BEGIN
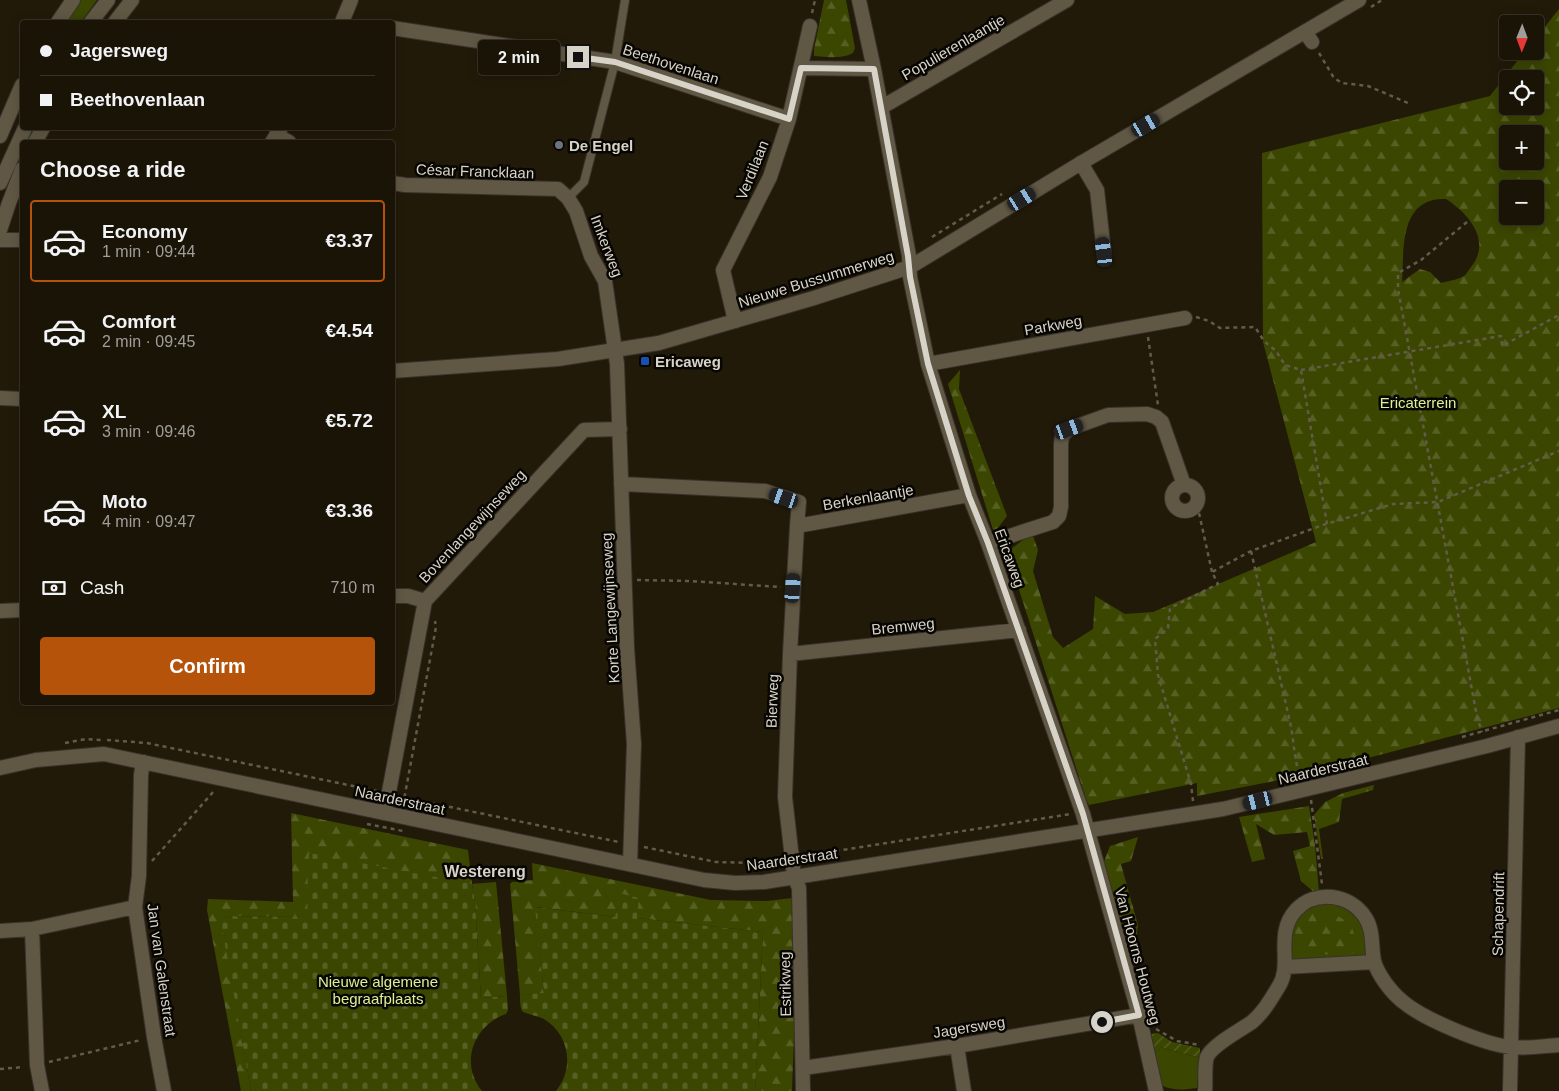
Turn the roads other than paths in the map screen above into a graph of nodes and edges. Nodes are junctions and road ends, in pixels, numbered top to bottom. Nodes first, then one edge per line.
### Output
1 (73, 0) edge
2 (108, 0) edge
3 (132, 0) edge
4 (351, 0) edge
5 (625, 0) edge
6 (859, 0) edge
7 (1068, 0) edge
8 (1359, 0) edge
9 (59, 20) edge
10 (92, 20) edge
11 (117, 20) edge
12 (347, 20) edge
13 (810, 26) dead end
14 (395, 28) edge
15 (615, 62) junction
16 (801, 68) junction
17 (874, 69) junction
18 (20, 91) edge
19 (882, 107) junction
20 (789, 119) junction
21 (0, 136) edge
22 (20, 140) edge
23 (1081, 163) junction
24 (20, 174) edge
25 (0, 182) edge
26 (395, 183) edge
27 (563, 194) junction
28 (0, 230) edge
29 (0, 240) edge
30 (20, 240) edge
31 (1104, 252) dead end
32 (910, 267) junction
33 (1185, 318) road end
34 (735, 321) junction
35 (615, 350) junction
36 (928, 364) junction
37 (395, 371) edge
38 (0, 398) edge
39 (19, 399) edge
40 (0, 404) edge
41 (620, 429) junction
42 (621, 484) junction
43 (969, 496) junction
44 (1194, 507) road end
45 (797, 526) junction
46 (988, 543) junction
47 (395, 596) edge
48 (425, 600) junction
49 (20, 610) edge
50 (0, 611) edge
51 (1019, 630) junction
52 (790, 654) junction
53 (1559, 726) edge
54 (1518, 737) junction
55 (143, 762) junction
56 (0, 768) edge
57 (385, 813) junction
58 (1087, 830) junction
59 (630, 864) junction
60 (794, 876) junction
61 (135, 907) junction
62 (32, 929) junction
63 (0, 931) edge
64 (1374, 962) junction
65 (1285, 967) junction
66 (1139, 1015) junction
67 (1559, 1045) edge
68 (957, 1046) junction
69 (1511, 1047) junction
70 (803, 1068) junction
71 (42, 1091) edge
72 (164, 1091) edge
73 (803, 1091) edge
74 (964, 1091) edge
75 (1156, 1091) edge
76 (1205, 1091) edge
77 (1510, 1091) edge

1 - 9 street
2 - 10 street
3 - 11 street
4 - 12 street
5 - 15 lane
6 - 17 street, Ericaweg
7 - 19 street, Populierenlaantje
8 - 23 street, Nieuwe Bussummerweg
13 - 16 street, Verdilaan
14 - 15 street, Beethovenlaan
15 - 20 street, Beethovenlaan
15 - 27 lane
16 - 17 street
16 - 20 street, Verdilaan
17 - 19 street, Ericaweg
18 - 21 street
19 - 32 street, Ericaweg
20 - 34 street, Verdilaan
22 - 25 street
23 - 31 street
23 - 32 street, Nieuwe Bussummerweg
24 - 28 street
26 - 27 street, César Francklaan
27 - 35 street, Imkerweg
29 - 30 street
32 - 34 street, Nieuwe Bussummerweg
32 - 36 street, Ericaweg
33 - 36 street, Parkweg
34 - 35 street, Nieuwe Bussummerweg
35 - 37 street, Nieuwe Bussummerweg
35 - 41 street, Korte Langewijnseweg
36 - 43 street, Ericaweg
38 - 39 street
39 - 40 street
41 - 42 street, Korte Langewijnseweg
41 - 48 street, Bovenlangewijnseweg
42 - 45 street
42 - 59 street, Korte Langewijnseweg
43 - 45 street, Berkenlaantje
43 - 46 street, Ericaweg
44 - 46 street
45 - 52 street, Bierweg
46 - 51 street, Ericaweg
47 - 48 street
48 - 57 street, Bovenlangewijnseweg
49 - 50 street
51 - 52 street, Bremweg
51 - 58 street, Ericaweg
52 - 60 street, Bierweg
53 - 54 street, Naarderstraat
54 - 58 street, Naarderstraat
54 - 69 street, Schapendrift
55 - 56 street, Naarderstraat
55 - 57 street, Naarderstraat
55 - 61 street, Jan van Galenstraat
57 - 59 street, Naarderstraat
58 - 60 street, Naarderstraat
58 - 66 street, Van Hoorns Houtweg
59 - 60 street, Naarderstraat
60 - 70 street, Estrikweg
61 - 62 street
61 - 72 street, Jan van Galenstraat
62 - 63 street
62 - 71 street
64 - 65 street
64 - 65 street
64 - 69 street
65 - 76 street
66 - 68 street, Jagersweg
66 - 75 street, Van Hoorns Houtweg
67 - 69 street
68 - 70 street, Jagersweg
68 - 74 street
69 - 77 street, Schapendrift
70 - 73 street, Estrikweg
END
Work order: The answer must consist of every line from the listing above that includes the word "Bovenlangewijnseweg".

Finished task:
41 - 48 street, Bovenlangewijnseweg
48 - 57 street, Bovenlangewijnseweg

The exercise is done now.